» PROBLEM STATEMENT
The answer consists of one number: how many lines of the data below include the string "path".

Saved data entries:
*** Begin section ***

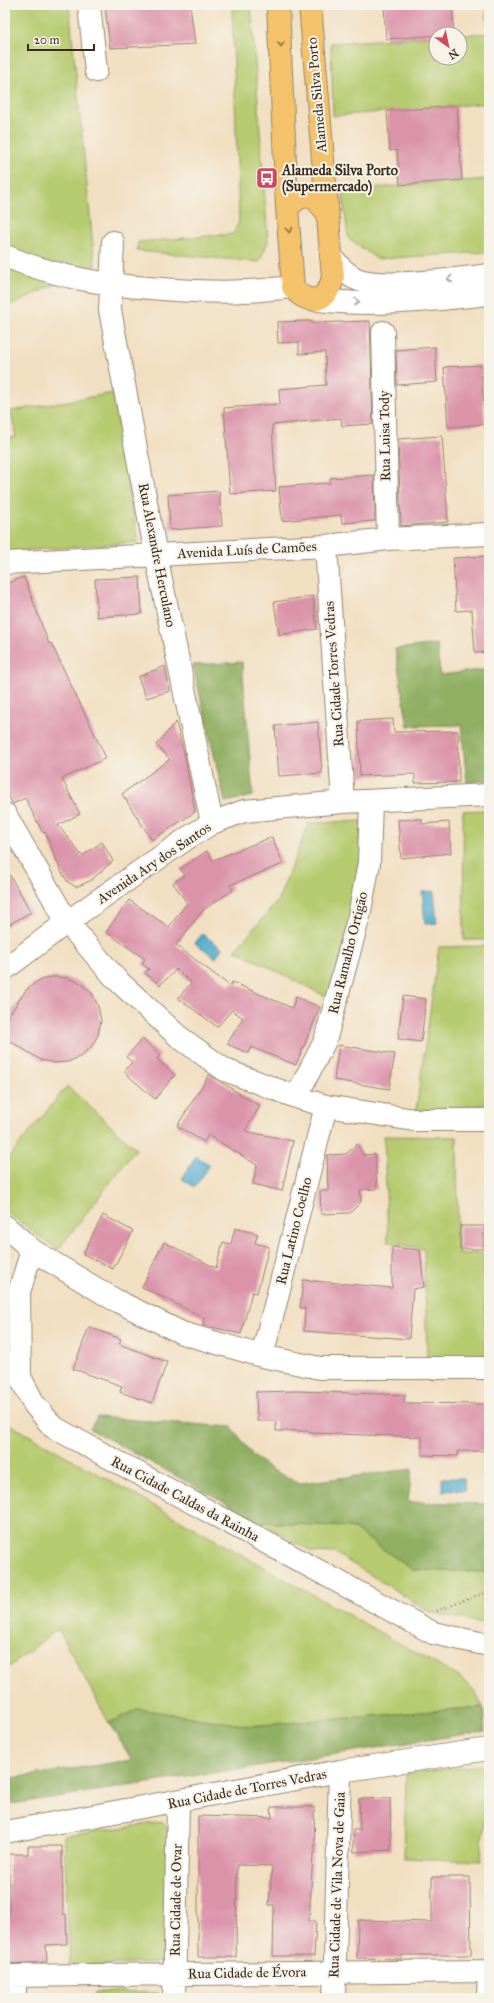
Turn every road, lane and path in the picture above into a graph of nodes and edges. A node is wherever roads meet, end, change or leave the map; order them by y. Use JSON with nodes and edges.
{"nodes":[{"id":1,"x":89,"y":5,"type":"edge"},
{"id":2,"x":278,"y":5,"type":"edge"},
{"id":3,"x":310,"y":5,"type":"edge"},
{"id":4,"x":96,"y":72,"type":"dead end"},
{"id":5,"x":287,"y":207,"type":"junction"},
{"id":6,"x":326,"y":211,"type":"junction"},
{"id":7,"x":113,"y":242,"type":"dead end"},
{"id":8,"x":5,"y":256,"type":"edge"},
{"id":9,"x":331,"y":256,"type":"junction"},
{"id":10,"x":489,"y":275,"type":"edge"},
{"id":11,"x":111,"y":285,"type":"junction"},
{"id":12,"x":293,"y":287,"type":"junction"},
{"id":13,"x":489,"y":294,"type":"edge"},
{"id":14,"x":318,"y":300,"type":"junction"},
{"id":15,"x":383,"y":332,"type":"dead end"},
{"id":16,"x":489,"y":534,"type":"edge"},
{"id":17,"x":388,"y":539,"type":"junction"},
{"id":18,"x":326,"y":546,"type":"junction"},
{"id":19,"x":156,"y":555,"type":"junction"},
{"id":20,"x":5,"y":563,"type":"edge"},
{"id":21,"x":489,"y":795,"type":"edge"},
{"id":22,"x":371,"y":801,"type":"junction"},
{"id":23,"x":342,"y":802,"type":"junction"},
{"id":24,"x":5,"y":814,"type":"edge"},
{"id":25,"x":212,"y":823,"type":"junction"},
{"id":26,"x":68,"y":922,"type":"junction"},
{"id":27,"x":5,"y":969,"type":"edge"},
{"id":28,"x":296,"y":1097,"type":"junction"},
{"id":29,"x":326,"y":1106,"type":"junction"},
{"id":30,"x":489,"y":1120,"type":"edge"},
{"id":31,"x":5,"y":1226,"type":"edge"},
{"id":32,"x":32,"y":1250,"type":"junction"},
{"id":33,"x":262,"y":1356,"type":"junction"},
{"id":34,"x":489,"y":1368,"type":"edge"},
{"id":35,"x":488,"y":1592,"type":"edge"},
{"id":36,"x":409,"y":1620,"type":"junction"},
{"id":37,"x":489,"y":1645,"type":"edge"},
{"id":38,"x":489,"y":1749,"type":"edge"},
{"id":39,"x":340,"y":1771,"type":"junction"},
{"id":40,"x":178,"y":1802,"type":"junction"},
{"id":41,"x":5,"y":1832,"type":"edge"},
{"id":42,"x":489,"y":1971,"type":"edge"},
{"id":43,"x":334,"y":1972,"type":"junction"},
{"id":44,"x":174,"y":1974,"type":"junction"},
{"id":45,"x":10,"y":1976,"type":"edge"},
{"id":46,"x":15,"y":1998,"type":"edge"},
{"id":47,"x":174,"y":1998,"type":"edge"},
{"id":48,"x":334,"y":1998,"type":"edge"},
{"id":49,"x":488,"y":1998,"type":"edge"}],
"edges":[{"from":1,"to":4,"type":"street"},
{"from":2,"to":5,"type":"main road","one_way":true},
{"from":3,"to":6,"type":"main road","name":"Alameda Silva Porto"},
{"from":5,"to":6,"type":"main road"},
{"from":5,"to":12,"type":"main road","one_way":true},
{"from":6,"to":9,"type":"main road","name":"Alameda Silva Porto"},
{"from":7,"to":11,"type":"street","name":"Rua Alexandre Herculano"},
{"from":8,"to":11,"type":"street"},
{"from":10,"to":9,"type":"street","one_way":true},
{"from":9,"to":14,"type":"main road","name":"Alameda Silva Porto"},
{"from":11,"to":12,"type":"street"},
{"from":11,"to":19,"type":"street","name":"Rua Alexandre Herculano"},
{"from":12,"to":14,"type":"main road"},
{"from":14,"to":13,"type":"street","one_way":true},
{"from":15,"to":17,"type":"street","name":"Rua Luisa Tody"},
{"from":16,"to":17,"type":"street","name":"Avenida Luís de Camões"},
{"from":17,"to":18,"type":"street","name":"Avenida Luís de Camões"},
{"from":18,"to":19,"type":"street","name":"Avenida Luís de Camões"},
{"from":18,"to":23,"type":"street","name":"Rua Cidade Torres Vedras"},
{"from":19,"to":20,"type":"street","name":"Avenida Luís de Camões"},
{"from":19,"to":25,"type":"street","name":"Rua Alexandre Herculano"},
{"from":21,"to":22,"type":"street","name":"Avenida Ary dos Santos"},
{"from":22,"to":23,"type":"street","name":"Avenida Ary dos Santos"},
{"from":22,"to":28,"type":"street","name":"Rua Ramalho Ortigão"},
{"from":23,"to":25,"type":"street","name":"Avenida Ary dos Santos"},
{"from":24,"to":26,"type":"street"},
{"from":25,"to":26,"type":"street","name":"Avenida Ary dos Santos"},
{"from":26,"to":27,"type":"street","name":"Avenida Ary dos Santos"},
{"from":26,"to":28,"type":"street"},
{"from":28,"to":29,"type":"street"},
{"from":29,"to":30,"type":"street"},
{"from":29,"to":33,"type":"street","name":"Rua Latino Coelho"},
{"from":31,"to":32,"type":"street"},
{"from":32,"to":33,"type":"street"},
{"from":32,"to":36,"type":"street","name":"Rua Cidade Caldas da Rainha"},
{"from":33,"to":34,"type":"street"},
{"from":35,"to":36,"type":"path"},
{"from":36,"to":37,"type":"street","name":"Rua Cidade Caldas da Rainha"},
{"from":38,"to":39,"type":"street","name":"Rua Cidade de Torres Vedras"},
{"from":39,"to":40,"type":"street","name":"Rua Cidade de Torres Vedras"},
{"from":39,"to":43,"type":"street","name":"Rua Cidade de Vila Nova de Gaia"},
{"from":40,"to":41,"type":"street","name":"Rua Cidade de Torres Vedras"},
{"from":40,"to":44,"type":"street","name":"Rua Cidade de Ovar"},
{"from":42,"to":43,"type":"street","name":"Rua Cidade de Évora"},
{"from":42,"to":49,"type":"street"},
{"from":43,"to":44,"type":"street","name":"Rua Cidade de Évora"},
{"from":43,"to":48,"type":"street","name":"Rua Cidade de Vila Nova de Gaia"},
{"from":44,"to":45,"type":"street","name":"Rua Cidade de Évora"},
{"from":44,"to":47,"type":"street","name":"Rua Cidade de Ovar"},
{"from":45,"to":46,"type":"street"}]}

*** End section ***

» TASK RESULT
2